I'm in the middle of reorganizing things. Master branch is now up to date with Pavel Bylica's work and David Li speedup. Releases are still there under 117 branch. Apologies for the mess, didnt know people still used the binaries.
So you mean ethminer is not compatible with eth-proxy stratum?
Is there anything I can do or we have to wait for genoil to fix it?
i don't think he wanna fix it, cause was report few months ago, you can try to fix it by your self
they must have changed something at some point because it used to work fine.

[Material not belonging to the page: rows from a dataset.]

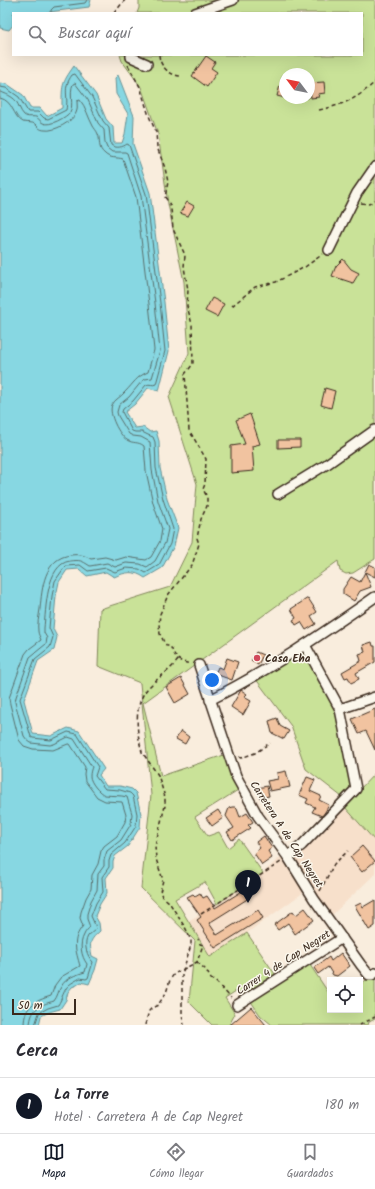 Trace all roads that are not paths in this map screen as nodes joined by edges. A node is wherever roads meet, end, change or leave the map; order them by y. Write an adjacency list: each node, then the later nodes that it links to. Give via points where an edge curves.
1 (233, 0): 2 (street)
2 (198, 12)
3 (128, 58): 4 (street)
4 (147, 64)
5 (375, 167): 6 (street, via 357,193)
6 (329, 250)
7 (375, 430): 8 (street)
8 (278, 494)
9 (375, 597): 10 (street)
10 (305, 645): 13 (street); 14 (street)
11 (199, 665): 13 (street, Carretera A de Cap Negret)
12 (375, 697): 14 (street)
13 (210, 700): 15 (street, Carretera A de Cap Negret, via 236,776 258,816)
14 (340, 708): 15 (street, via 356,789)
15 (288, 857): 16 (street, Carretera A de Cap Negret)
16 (342, 938): 17 (street, Carretera A de Cap Negret, via 369,975); 18 (street, Carrer 4 de Cap Negret)
17 (375, 974)
18 (238, 1005)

my inbox gets flooded these days with people trying to build or use my miner, which is cool but i thought everybody had kind of moved on. then i checked ETH price and it all started to make sense
for some reason this nanopool doesn't send my client work, so it doesn't even start building DAG, even though it gets authorized...
Claymore, do you have any ideas how to overcome Polaris hashrate drop for epoch >129 ? Genoil said that DAG now took 100% of first memory bank (2gb) and go to second memory bank, so access two banks instead of one leads significant hashrate drop. Do you make any research in this direction, or it is hopeless? What you think, any comments?

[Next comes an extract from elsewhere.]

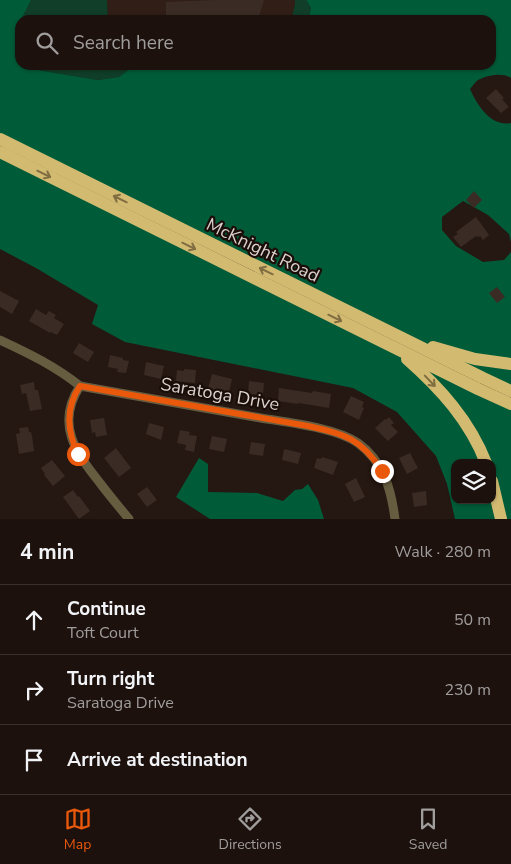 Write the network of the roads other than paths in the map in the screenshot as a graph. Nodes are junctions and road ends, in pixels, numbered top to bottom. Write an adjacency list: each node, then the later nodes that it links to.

I did not do any research yet, but I will do it very soon.
disclaimer: i just gave this as a possibly oversimplified answer to the question. like you explain to kids that thunder comes from clouds bumping into eachother
This has nothing to do with the diff bomb. This has to do with the hardware architecture of the cards. The reason it started now is because DAG size is over 2GB. In a simplified manner, you could see it as part of DAG now physically ending up on a different IC. This causes the memory controller to switch the IC it reads from more often. The larger the DAG, the bigger the part of the DAG that ends up on a different IC, the more switching it has to do.

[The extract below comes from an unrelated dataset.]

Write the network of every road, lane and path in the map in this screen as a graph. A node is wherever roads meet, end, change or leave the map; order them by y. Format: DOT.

Hashrate Drop Every New DAG with RX480 8G this tack effect on last 3 dag ago
what can I do ??
This is most likely a hardware related issue caused by the DAG being over 2GB now. This causes something like the DAG now being spread over multiple banks of memory, slowing down access. The bigger the DAG gets, the more often the memory controller has to switch banks, the slower it responds. In reality it probably is a little bit different/nuanced, but I guess it comes down to the same thing. The most important question is; how much are the 290/390's affected? Because when they have it too, the majority is in the same sinking ship, so it's not that big of a deal. Good news for Pascal owners though, they should be fine as a similar issue was fixed when that hit the market last year.
I repeate I use RX 480 8G
you can't do anything. just calculate your losses or sell the damn thing right away. they go like hot cakes these days.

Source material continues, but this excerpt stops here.